(Stored data entries)
• • • • •

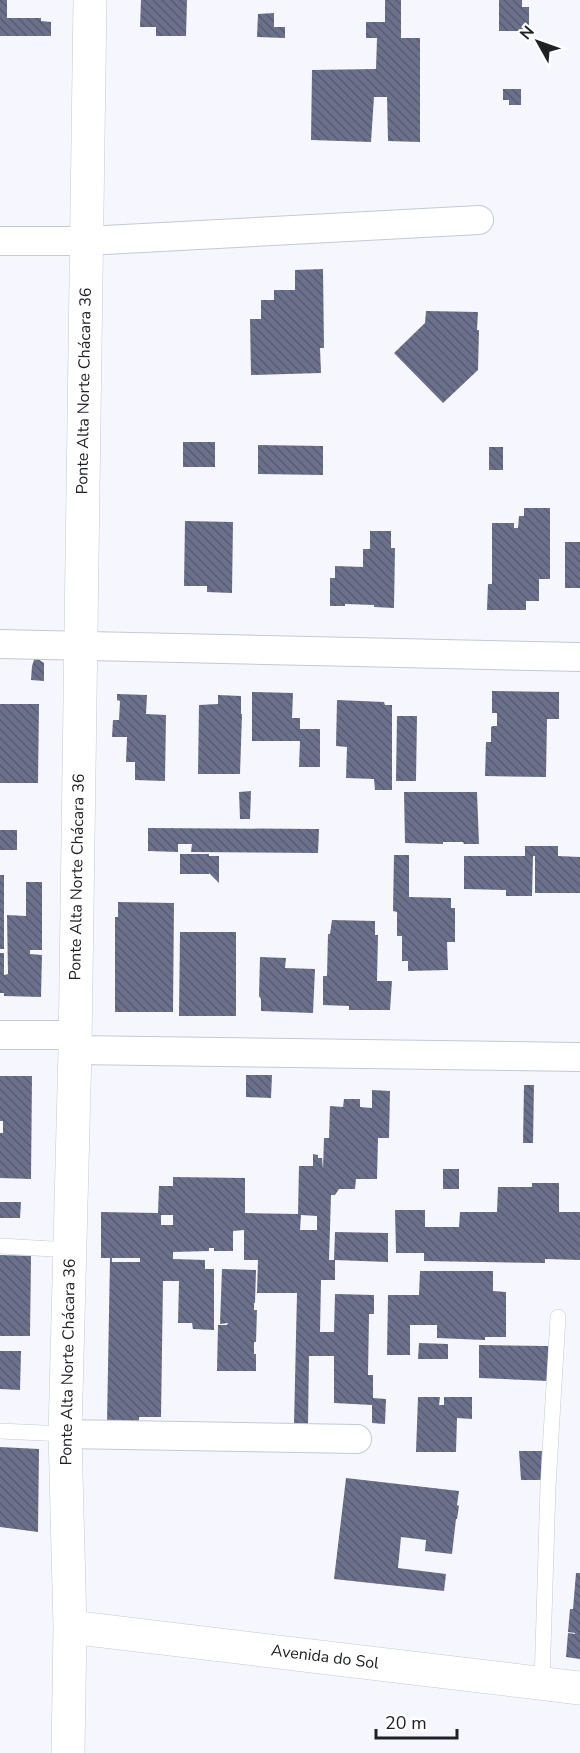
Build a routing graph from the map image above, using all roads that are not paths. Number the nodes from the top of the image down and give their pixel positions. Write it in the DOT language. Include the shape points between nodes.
graph roads {
  1 [pos="90,0"];
  2 [pos="479,220"];
  3 [pos="0,241"];
  4 [pos="86,241"];
  5 [pos="0,644"];
  6 [pos="81,645"];
  7 [pos="580,657"];
  8 [pos="0,1035"];
  9 [pos="75,1042"];
  10 [pos="580,1058"];
  11 [pos="0,1246"];
  12 [pos="70,1250"];
  13 [pos="558,1317"];
  14 [pos="0,1431"];
  15 [pos="65,1434"];
  16 [pos="357,1439"];
  17 [pos="70,1627"];
  18 [pos="542,1683"];
  19 [pos="580,1688"];
  20 [pos="68,1753"];
  1 -- 4 [label="street, Ponte Alta Norte Chácara 36"];
  2 -- 4 [label="street"];
  3 -- 4 [label="street"];
  4 -- 6 [label="street, Ponte Alta Norte Chácara 36"];
  5 -- 6 [label="street"];
  6 -- 7 [label="street"];
  6 -- 9 [label="street, Ponte Alta Norte Chácara 36"];
  8 -- 9 [label="street"];
  9 -- 10 [label="street"];
  9 -- 12 [label="street, Ponte Alta Norte Chácara 36"];
  11 -- 12 [label="lane"];
  12 -- 15 [label="street, Ponte Alta Norte Chácara 36"];
  13 -- 18 [label="lane"];
  14 -- 15 [label="lane"];
  15 -- 16 [label="street"];
  15 -- 17 [label="street, Ponte Alta Norte Chácara 36"];
  17 -- 18 [label="street, Avenida do Sol"];
  17 -- 20 [label="street, Ponte Alta Norte Chácara 36"];
  18 -- 19 [label="street, Avenida do Sol"];
}
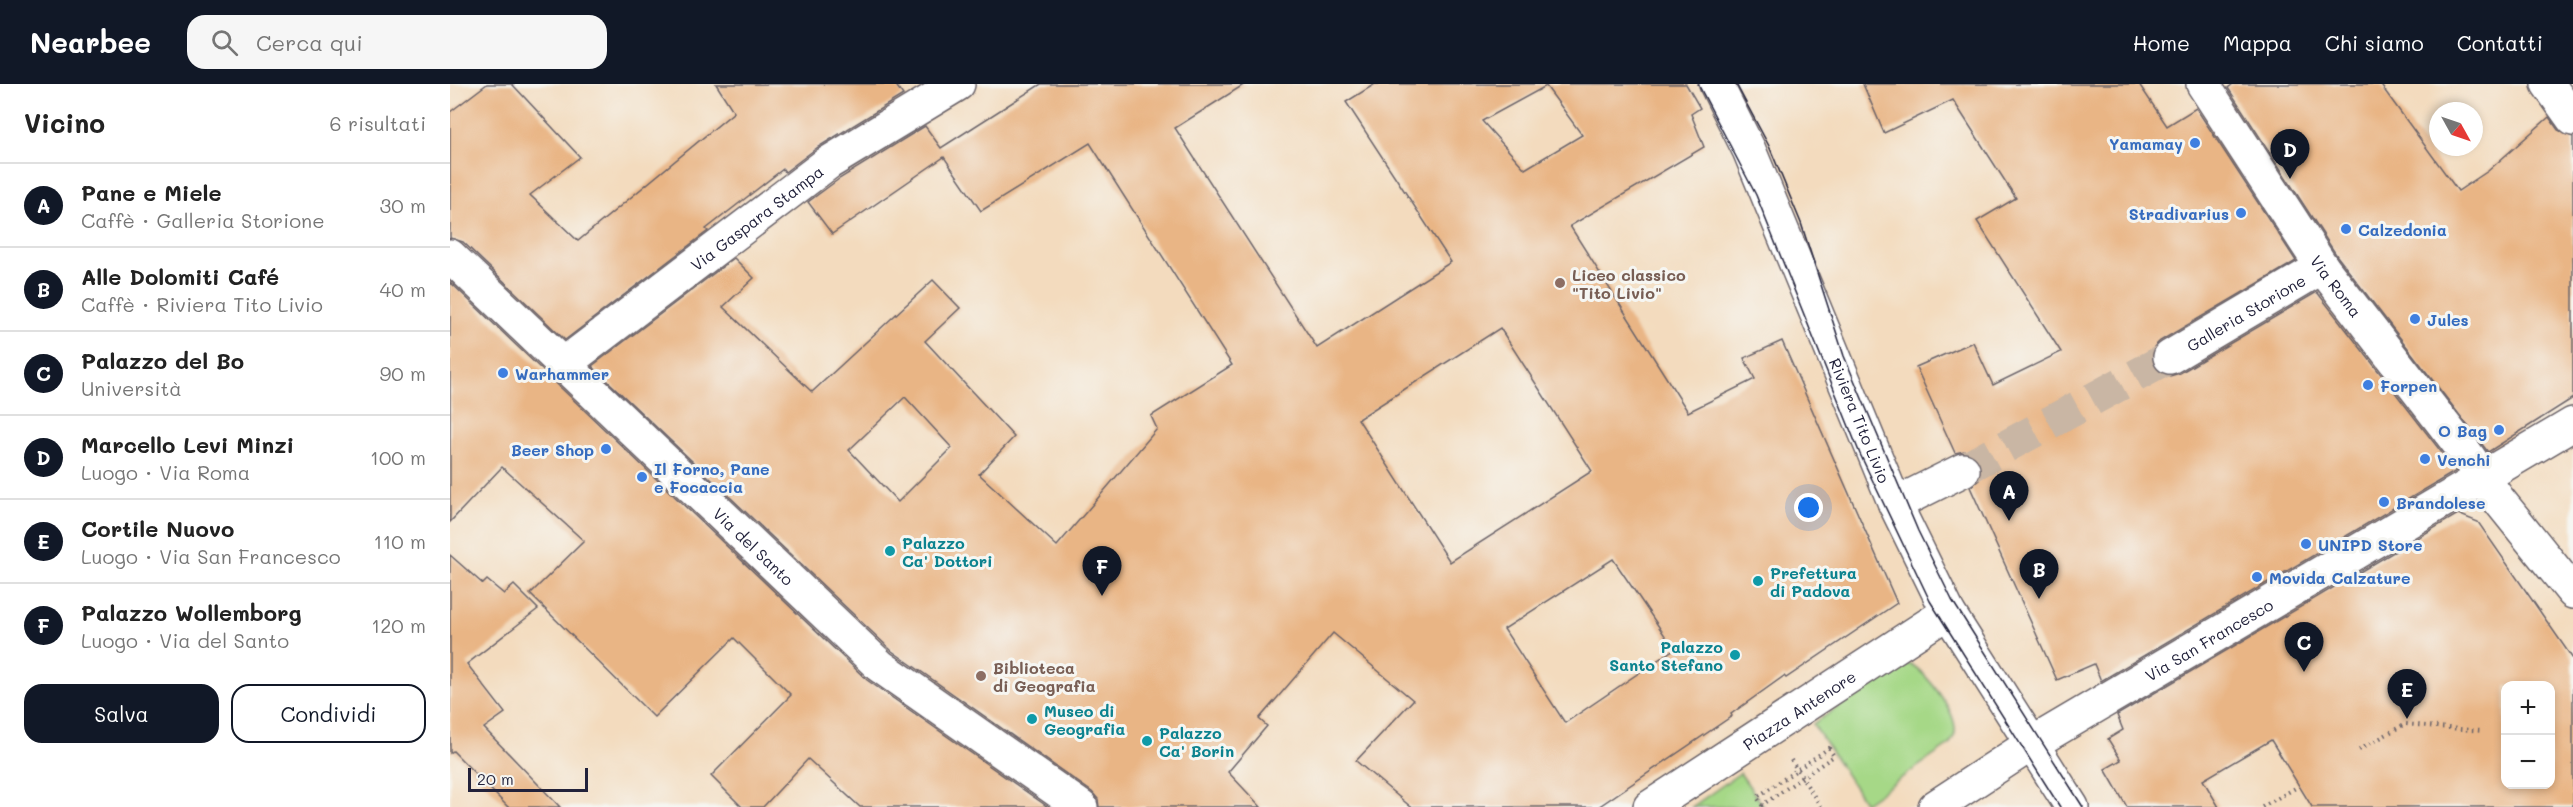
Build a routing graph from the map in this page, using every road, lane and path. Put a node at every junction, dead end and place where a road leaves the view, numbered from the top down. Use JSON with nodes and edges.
{"nodes":[{"id":1,"x":958,"y":84,"type":"edge"},
{"id":2,"x":1716,"y":84,"type":"edge"},
{"id":3,"x":2203,"y":84,"type":"edge"},
{"id":4,"x":2548,"y":84,"type":"edge"},
{"id":5,"x":2573,"y":119,"type":"edge"},
{"id":6,"x":450,"y":256,"type":"edge"},
{"id":7,"x":2322,"y":267,"type":"junction"},
{"id":8,"x":2170,"y":357,"type":"tunnel mouth"},
{"id":9,"x":564,"y":364,"type":"junction"},
{"id":10,"x":2573,"y":424,"type":"edge"},
{"id":11,"x":1963,"y":470,"type":"tunnel mouth"},
{"id":12,"x":2485,"y":477,"type":"junction"},
{"id":13,"x":1895,"y":504,"type":"junction"},
{"id":14,"x":2573,"y":592,"type":"edge"},
{"id":15,"x":1948,"y":612,"type":"junction"},
{"id":16,"x":2482,"y":731,"type":"dead end"},
{"id":17,"x":2033,"y":742,"type":"junction"},
{"id":18,"x":2359,"y":750,"type":"dead end"},
{"id":19,"x":1797,"y":770,"type":"junction"},
{"id":20,"x":1802,"y":777,"type":"junction"},
{"id":21,"x":2299,"y":786,"type":"dead end"},
{"id":22,"x":1081,"y":807,"type":"edge"},
{"id":23,"x":1650,"y":807,"type":"edge"},
{"id":24,"x":1821,"y":807,"type":"edge"},
{"id":25,"x":1935,"y":807,"type":"edge"},
{"id":26,"x":2072,"y":807,"type":"edge"},
{"id":27,"x":2262,"y":807,"type":"edge"}],
"edges":[{"from":1,"to":9,"type":"street","name":"Via Gaspara Stampa"},
{"from":2,"to":13,"type":"street","name":"Riviera Tito Livio"},
{"from":3,"to":7,"type":"street","name":"Via Roma"},
{"from":4,"to":5,"type":"street"},
{"from":6,"to":9,"type":"street","name":"Via del Santo"},
{"from":7,"to":8,"type":"street","name":"Galleria Storione"},
{"from":7,"to":12,"type":"street","name":"Via Roma"},
{"from":9,"to":22,"type":"street","name":"Via del Santo"},
{"from":10,"to":12,"type":"street","name":"Via San Francesco"},
{"from":11,"to":13,"type":"street"},
{"from":12,"to":14,"type":"street","name":"Via Roma"},
{"from":12,"to":17,"type":"street","name":"Via San Francesco"},
{"from":13,"to":15,"type":"street","name":"Riviera Tito Livio"},
{"from":15,"to":17,"type":"street","name":"Riviera Tito Livio"},
{"from":15,"to":23,"type":"street","name":"Piazza Antenore"},
{"from":16,"to":18,"type":"path"},
{"from":17,"to":25,"type":"street","name":"Via San Francesco"},
{"from":17,"to":26,"type":"street","name":"Riviera Tito Livio"},
{"from":19,"to":20,"type":"path"},
{"from":19,"to":20,"type":"path"},
{"from":19,"to":20,"type":"path"},
{"from":20,"to":24,"type":"path"},
{"from":21,"to":27,"type":"path"}]}
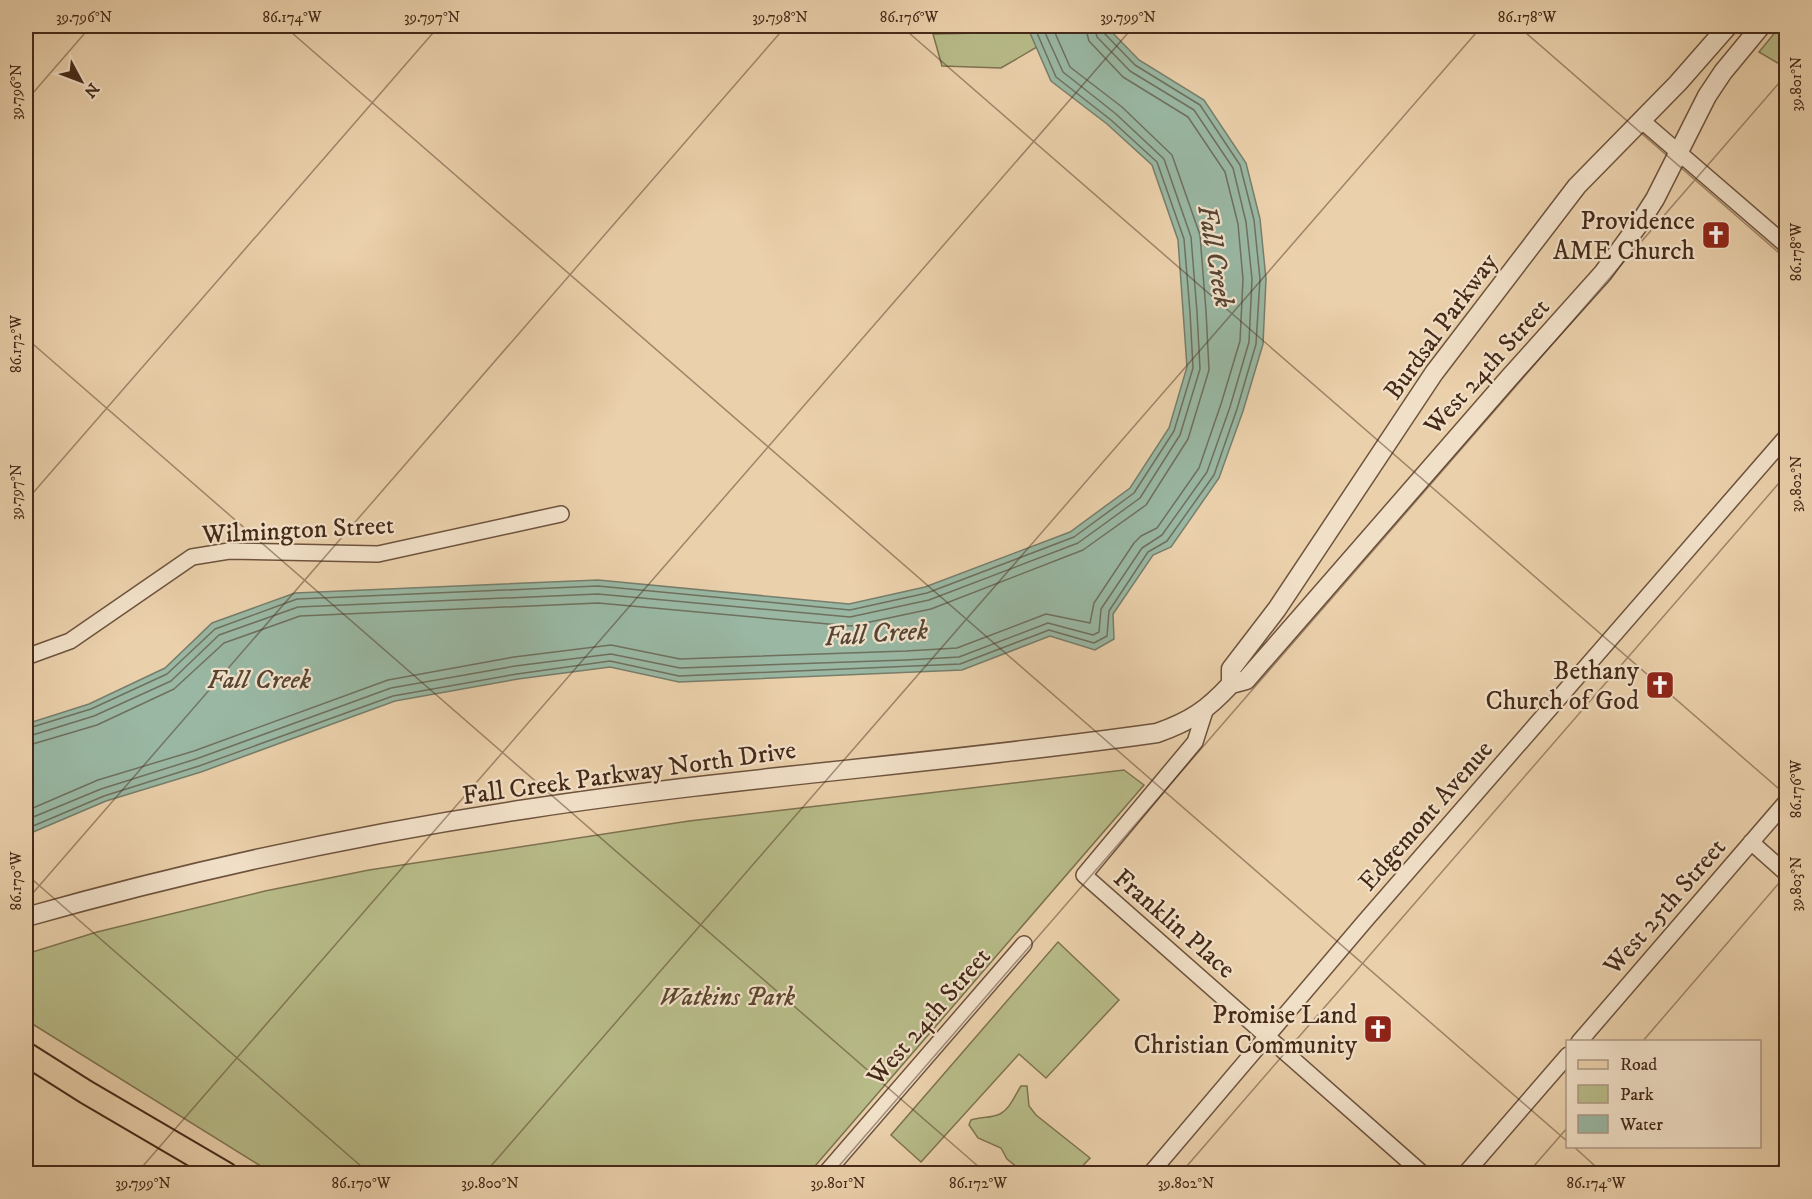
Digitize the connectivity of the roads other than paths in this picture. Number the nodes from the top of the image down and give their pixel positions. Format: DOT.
graph roads {
  1 [pos="1728,26"];
  2 [pos="1761,26"];
  3 [pos="1641,120"];
  4 [pos="1678,152"];
  5 [pos="1786,245"];
  6 [pos="1786,437"];
  7 [pos="561,514"];
  8 [pos="26,657"];
  9 [pos="1232,684"];
  10 [pos="1205,711"];
  11 [pos="1786,802"];
  12 [pos="1751,842"];
  13 [pos="1786,873"];
  14 [pos="26,917"];
  15 [pos="1024,944"];
  16 [pos="1266,1036"];
  17 [pos="1580,1040"];
  18 [pos="26,1054"];
  19 [pos="1566,1057"];
  20 [pos="1786,1168"];
  21 [pos="226,1173"];
  22 [pos="825,1173"];
  23 [pos="1150,1173"];
  24 [pos="1423,1173"];
  25 [pos="1465,1173"];
  26 [pos="1782,1173"];
  1 -- 3 [label="street, Burdsal Parkway"];
  2 -- 4 [label="street, West 24th Street"];
  3 -- 4 [label="street"];
  3 -- 9 [label="street, Burdsal Parkway"];
  4 -- 5 [label="street"];
  4 -- 9 [label="street, West 24th Street"];
  6 -- 16 [label="street, Edgemont Avenue"];
  7 -- 8 [label="street, Wilmington Street"];
  9 -- 10 [label="street, Fall Creek Parkway North Drive"];
  10 -- 14 [label="street, Fall Creek Parkway North Drive"];
  10 -- 16 [label="street, Franklin Place"];
  11 -- 12 [label="street, West 25th Street"];
  12 -- 13 [label="street"];
  12 -- 17 [label="street, West 25th Street"];
  15 -- 22 [label="street, West 24th Street"];
  16 -- 23 [label="street, Edgemont Avenue"];
  16 -- 24 [label="street, Franklin Place"];
  18 -- 21 [label="main road"];
  19 -- 25 [label="street"];
  20 -- 26 [label="street"];
}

• • • • •

Work instructions
Only the lines containing the string "this" are needed; pull them out of the records.

Reply
Build a routing graph from the map in this page, using every road, lane and path. Put a node at every junction, dead end and place where a road leaves the view, numbered from the top down. Use JSON with nodes and edges.
Digitize the connectivity of the roads other than paths in this picture. Number the nodes from the top of the image down and give their pixel positions. Format: DOT.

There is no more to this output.